**YOUR ASSIGNMENT:**
Print the whole listing again exactly, keeping no pictures in it.

_ _ _ _

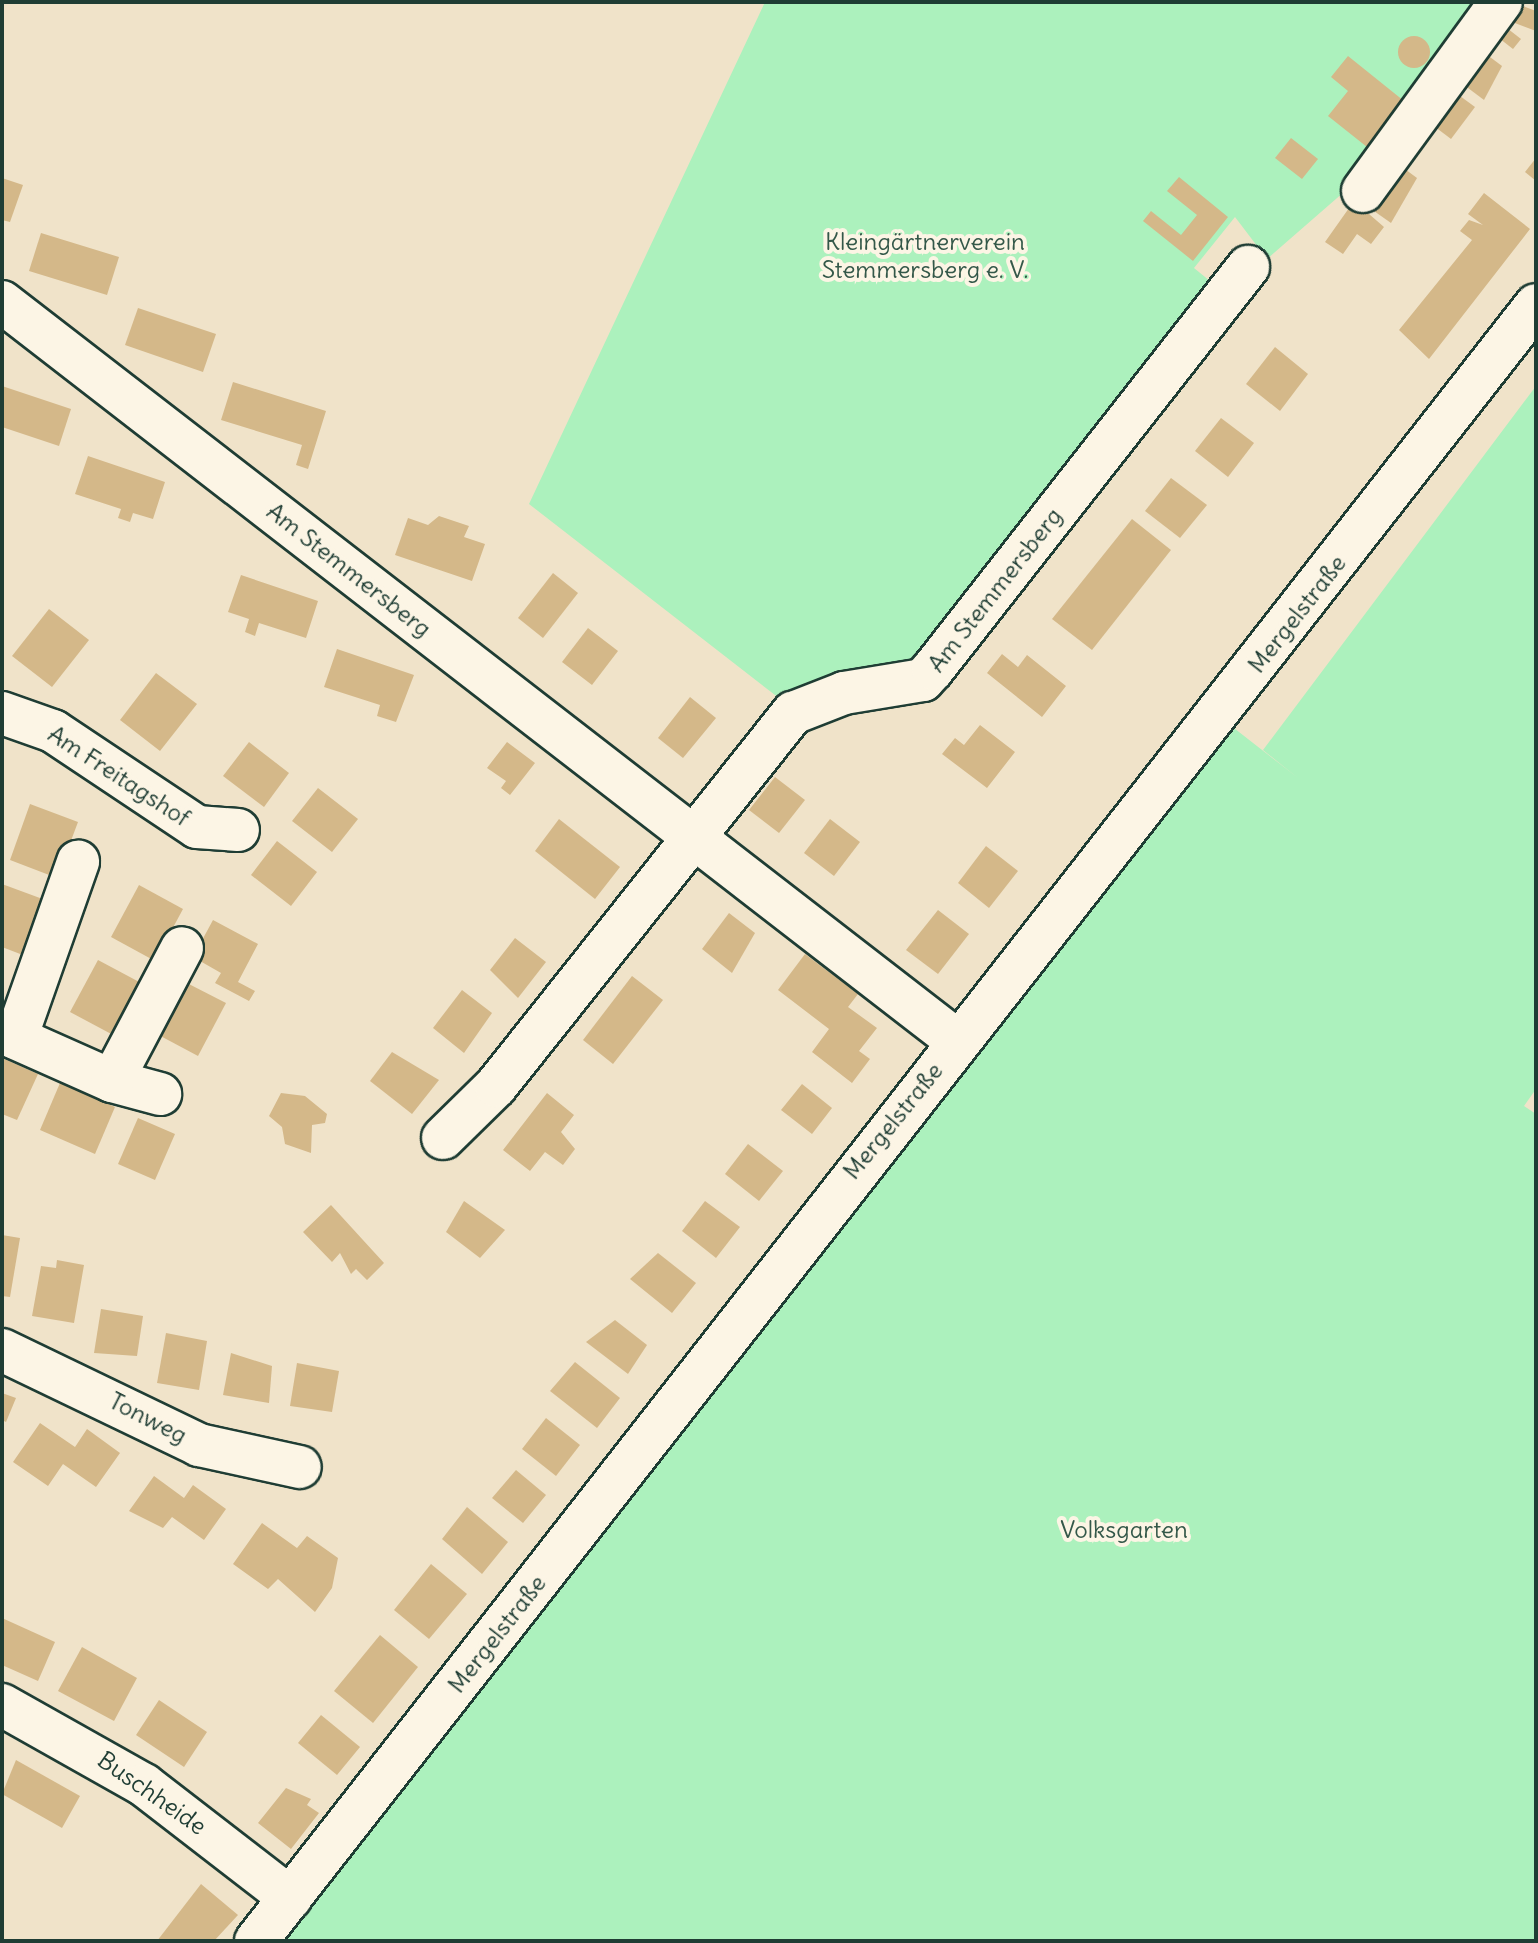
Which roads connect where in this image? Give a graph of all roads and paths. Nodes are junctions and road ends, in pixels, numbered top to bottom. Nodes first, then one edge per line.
1 (1501, 2) edge
2 (1363, 191) dead end
3 (1248, 267) dead end
4 (2, 302) edge
5 (1536, 305) edge
6 (2, 713) edge
7 (238, 830) dead end
8 (695, 840) junction
9 (78, 862) dead end
10 (182, 948) dead end
11 (9, 1035) edge
12 (957, 1041) junction
13 (112, 1081) junction
14 (160, 1094) dead end
15 (443, 1138) dead end
16 (2, 1350) edge
17 (300, 1467) dead end
18 (2, 1705) edge
19 (290, 1898) junction
20 (256, 1941) edge

1 - 2 street
3 - 8 street, Am Stemmersberg
4 - 8 street, Am Stemmersberg
5 - 12 street, Mergelstraße
6 - 7 street, Am Freitagshof
8 - 12 street, Am Stemmersberg
8 - 15 street, Am Stemmersberg
9 - 11 street
10 - 13 street
11 - 13 street
12 - 19 street, Mergelstraße
13 - 14 street
16 - 17 street, Tonweg
18 - 19 street, Buschheide
19 - 20 street, Mergelstraße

_ _ _ _

**OUTPUT BELOW:**
Which roads connect where in this image? Give a graph of all roads and paths. Nodes are junctions and road ends, in pixels, numbered top to bottom. Nodes first, then one edge per line.
1 (1501, 2) edge
2 (1363, 191) dead end
3 (1248, 267) dead end
4 (2, 302) edge
5 (1536, 305) edge
6 (2, 713) edge
7 (238, 830) dead end
8 (695, 840) junction
9 (78, 862) dead end
10 (182, 948) dead end
11 (9, 1035) edge
12 (957, 1041) junction
13 (112, 1081) junction
14 (160, 1094) dead end
15 (443, 1138) dead end
16 (2, 1350) edge
17 (300, 1467) dead end
18 (2, 1705) edge
19 (290, 1898) junction
20 (256, 1941) edge

1 - 2 street
3 - 8 street, Am Stemmersberg
4 - 8 street, Am Stemmersberg
5 - 12 street, Mergelstraße
6 - 7 street, Am Freitagshof
8 - 12 street, Am Stemmersberg
8 - 15 street, Am Stemmersberg
9 - 11 street
10 - 13 street
11 - 13 street
12 - 19 street, Mergelstraße
13 - 14 street
16 - 17 street, Tonweg
18 - 19 street, Buschheide
19 - 20 street, Mergelstraße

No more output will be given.